As it turns out the demise of the Intel board created the start of an ecosystem which to this day maintains compatilibity with Amazon Web Services. This in itself is quite valuable as a training aid. Budding cloud engineers can gain a detailed understanding of how large scale cloud providers work. If you do build your own training cluster, however, you'll become a geek! You've been warned.
Some the the early notes follow:
Cluster migration off Intel to ARM64
Elasticsearch-OSS Version 7.9.x
The current round upgrades are mostly about moving off Intel nodes over to ARM64 nodes in the Portainerized Swarm. Some search back-ends have already moved to ARM using Elastic's official images. The main analytics cluster is still running on Intel however. Kibana and Logstash are now running on ARM via unofficial images (you're looking at the images right now). This limits the upgrades currently to the 7.9 versions but as Elastic starts providing official ARM64 images these will be retired.
The V2 Power Analyzer is also in trouble with the new Renault ZOE electric whereby the current measuring probe has maxed out. The new 30 amp current clamp is on my desk waiting to be fitted.
This page is a collection of images produced by the analytics cluster and other devices (in near realtime). The data is essentially energy production (solar) and consumption (EV and house) as well as $$ of course.

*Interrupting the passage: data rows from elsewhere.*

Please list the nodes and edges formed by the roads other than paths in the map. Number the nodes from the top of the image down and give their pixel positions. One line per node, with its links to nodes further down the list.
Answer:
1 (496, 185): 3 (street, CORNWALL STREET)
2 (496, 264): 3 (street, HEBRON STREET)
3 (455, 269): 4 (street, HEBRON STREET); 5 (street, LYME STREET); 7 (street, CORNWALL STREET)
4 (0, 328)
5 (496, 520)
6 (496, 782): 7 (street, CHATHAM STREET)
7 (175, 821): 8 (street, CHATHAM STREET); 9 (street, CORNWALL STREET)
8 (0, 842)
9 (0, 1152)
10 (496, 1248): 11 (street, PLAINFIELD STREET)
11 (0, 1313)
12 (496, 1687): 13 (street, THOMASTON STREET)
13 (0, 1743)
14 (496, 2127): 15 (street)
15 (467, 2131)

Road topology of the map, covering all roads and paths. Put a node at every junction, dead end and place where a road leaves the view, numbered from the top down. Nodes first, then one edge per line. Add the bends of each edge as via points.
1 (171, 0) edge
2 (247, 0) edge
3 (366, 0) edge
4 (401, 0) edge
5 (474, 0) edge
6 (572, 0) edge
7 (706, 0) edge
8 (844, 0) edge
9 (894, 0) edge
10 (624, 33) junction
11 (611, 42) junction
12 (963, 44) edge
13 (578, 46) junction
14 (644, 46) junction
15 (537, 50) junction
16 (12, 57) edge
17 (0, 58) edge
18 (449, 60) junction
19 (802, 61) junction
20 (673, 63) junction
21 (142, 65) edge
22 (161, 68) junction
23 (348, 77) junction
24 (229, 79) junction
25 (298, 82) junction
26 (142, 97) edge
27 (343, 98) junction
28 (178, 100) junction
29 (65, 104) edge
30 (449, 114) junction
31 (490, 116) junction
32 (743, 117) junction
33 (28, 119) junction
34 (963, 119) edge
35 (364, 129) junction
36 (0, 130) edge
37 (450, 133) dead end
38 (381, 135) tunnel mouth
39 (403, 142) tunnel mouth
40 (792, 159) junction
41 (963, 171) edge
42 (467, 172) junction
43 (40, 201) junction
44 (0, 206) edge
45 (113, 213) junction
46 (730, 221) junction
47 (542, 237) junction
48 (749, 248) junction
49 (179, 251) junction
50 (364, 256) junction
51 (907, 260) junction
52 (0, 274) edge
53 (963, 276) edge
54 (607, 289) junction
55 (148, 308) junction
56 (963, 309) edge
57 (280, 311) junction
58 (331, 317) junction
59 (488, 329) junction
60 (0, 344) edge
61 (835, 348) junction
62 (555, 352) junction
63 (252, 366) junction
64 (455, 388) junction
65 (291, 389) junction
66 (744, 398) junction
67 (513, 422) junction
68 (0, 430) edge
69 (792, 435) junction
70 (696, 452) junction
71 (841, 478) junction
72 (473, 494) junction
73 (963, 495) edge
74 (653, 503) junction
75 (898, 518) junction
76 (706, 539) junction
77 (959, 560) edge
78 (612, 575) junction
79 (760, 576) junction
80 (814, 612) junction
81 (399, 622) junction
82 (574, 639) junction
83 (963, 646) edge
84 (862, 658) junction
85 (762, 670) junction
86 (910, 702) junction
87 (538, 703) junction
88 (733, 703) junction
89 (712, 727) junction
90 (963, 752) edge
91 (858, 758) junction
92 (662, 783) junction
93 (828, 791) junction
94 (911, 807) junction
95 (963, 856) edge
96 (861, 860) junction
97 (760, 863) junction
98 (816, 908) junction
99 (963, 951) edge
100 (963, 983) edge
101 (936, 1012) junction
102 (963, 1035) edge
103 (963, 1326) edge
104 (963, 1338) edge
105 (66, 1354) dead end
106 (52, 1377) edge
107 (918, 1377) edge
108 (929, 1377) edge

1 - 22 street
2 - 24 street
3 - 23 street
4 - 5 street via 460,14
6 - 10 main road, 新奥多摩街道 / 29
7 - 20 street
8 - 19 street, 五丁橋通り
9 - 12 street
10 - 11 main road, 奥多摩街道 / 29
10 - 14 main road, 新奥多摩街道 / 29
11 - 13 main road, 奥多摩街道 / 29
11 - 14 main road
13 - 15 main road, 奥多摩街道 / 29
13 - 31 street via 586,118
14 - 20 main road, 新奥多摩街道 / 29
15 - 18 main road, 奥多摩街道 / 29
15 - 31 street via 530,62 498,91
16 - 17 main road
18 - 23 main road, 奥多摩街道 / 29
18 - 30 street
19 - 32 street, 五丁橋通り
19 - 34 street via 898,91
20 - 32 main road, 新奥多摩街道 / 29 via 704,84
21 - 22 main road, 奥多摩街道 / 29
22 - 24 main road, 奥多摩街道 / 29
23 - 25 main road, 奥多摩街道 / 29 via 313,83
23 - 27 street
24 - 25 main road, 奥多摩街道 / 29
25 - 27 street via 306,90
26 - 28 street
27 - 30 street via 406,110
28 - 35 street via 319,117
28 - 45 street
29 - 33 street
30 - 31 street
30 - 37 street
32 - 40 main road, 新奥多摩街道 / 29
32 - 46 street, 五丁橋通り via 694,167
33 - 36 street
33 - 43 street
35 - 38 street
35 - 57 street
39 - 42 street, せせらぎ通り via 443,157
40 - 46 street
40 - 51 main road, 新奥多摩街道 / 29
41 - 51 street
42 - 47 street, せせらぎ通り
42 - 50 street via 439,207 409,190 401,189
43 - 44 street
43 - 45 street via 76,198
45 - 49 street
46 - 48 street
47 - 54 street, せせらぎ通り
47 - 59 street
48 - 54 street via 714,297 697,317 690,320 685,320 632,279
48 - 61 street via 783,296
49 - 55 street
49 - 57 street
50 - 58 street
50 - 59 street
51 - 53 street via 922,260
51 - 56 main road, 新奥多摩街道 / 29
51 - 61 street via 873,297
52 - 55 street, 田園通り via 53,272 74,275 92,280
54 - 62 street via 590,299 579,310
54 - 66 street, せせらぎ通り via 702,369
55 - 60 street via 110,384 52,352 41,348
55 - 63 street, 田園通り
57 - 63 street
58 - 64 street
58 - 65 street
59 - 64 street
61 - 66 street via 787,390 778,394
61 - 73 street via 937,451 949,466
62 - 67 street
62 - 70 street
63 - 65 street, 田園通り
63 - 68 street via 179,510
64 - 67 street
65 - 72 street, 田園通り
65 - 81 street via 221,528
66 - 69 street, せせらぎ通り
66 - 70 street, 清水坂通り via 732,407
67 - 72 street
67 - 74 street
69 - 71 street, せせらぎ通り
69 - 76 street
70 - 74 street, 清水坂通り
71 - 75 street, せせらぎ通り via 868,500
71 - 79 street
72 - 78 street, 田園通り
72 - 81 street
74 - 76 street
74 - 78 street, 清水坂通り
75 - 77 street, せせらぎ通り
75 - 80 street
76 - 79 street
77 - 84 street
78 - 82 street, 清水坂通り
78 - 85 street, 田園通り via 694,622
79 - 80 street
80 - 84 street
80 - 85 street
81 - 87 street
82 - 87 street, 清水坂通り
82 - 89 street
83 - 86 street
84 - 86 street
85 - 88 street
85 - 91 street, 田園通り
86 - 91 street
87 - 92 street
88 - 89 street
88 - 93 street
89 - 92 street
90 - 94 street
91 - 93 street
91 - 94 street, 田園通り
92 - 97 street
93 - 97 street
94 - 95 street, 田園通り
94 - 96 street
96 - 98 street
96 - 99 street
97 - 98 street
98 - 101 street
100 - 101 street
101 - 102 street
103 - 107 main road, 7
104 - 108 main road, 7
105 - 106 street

Import, Export, Import Replacement, Nett Grid, EV-Charger
Rated power flow $$
Import ($0.27), Export ($0.20), Grid ($sum), Import Replacement ($0.27[House] or $0.70[Car fuel])
The hardware:
- UPboard Raspberry Pi sized Intel quad 64-bit with 4GB. (clustered - Portainer)
- Raspberry Pi (clustered - Portainer)
- Power Analyzer V1
- Power Analyzer V2
- Fronius Solar Inverter
The docker containers:
- Elasticsearch-oss
- Logstash-oss
- Kibana-oss
- Filebeat-oss
- vsftp
- chrome-headless
- httpd
- ElasticHQ
Waveform analysis peak-to-peak, rms, frequency
Generation with peak/min volts(rms)/frequency(Hz)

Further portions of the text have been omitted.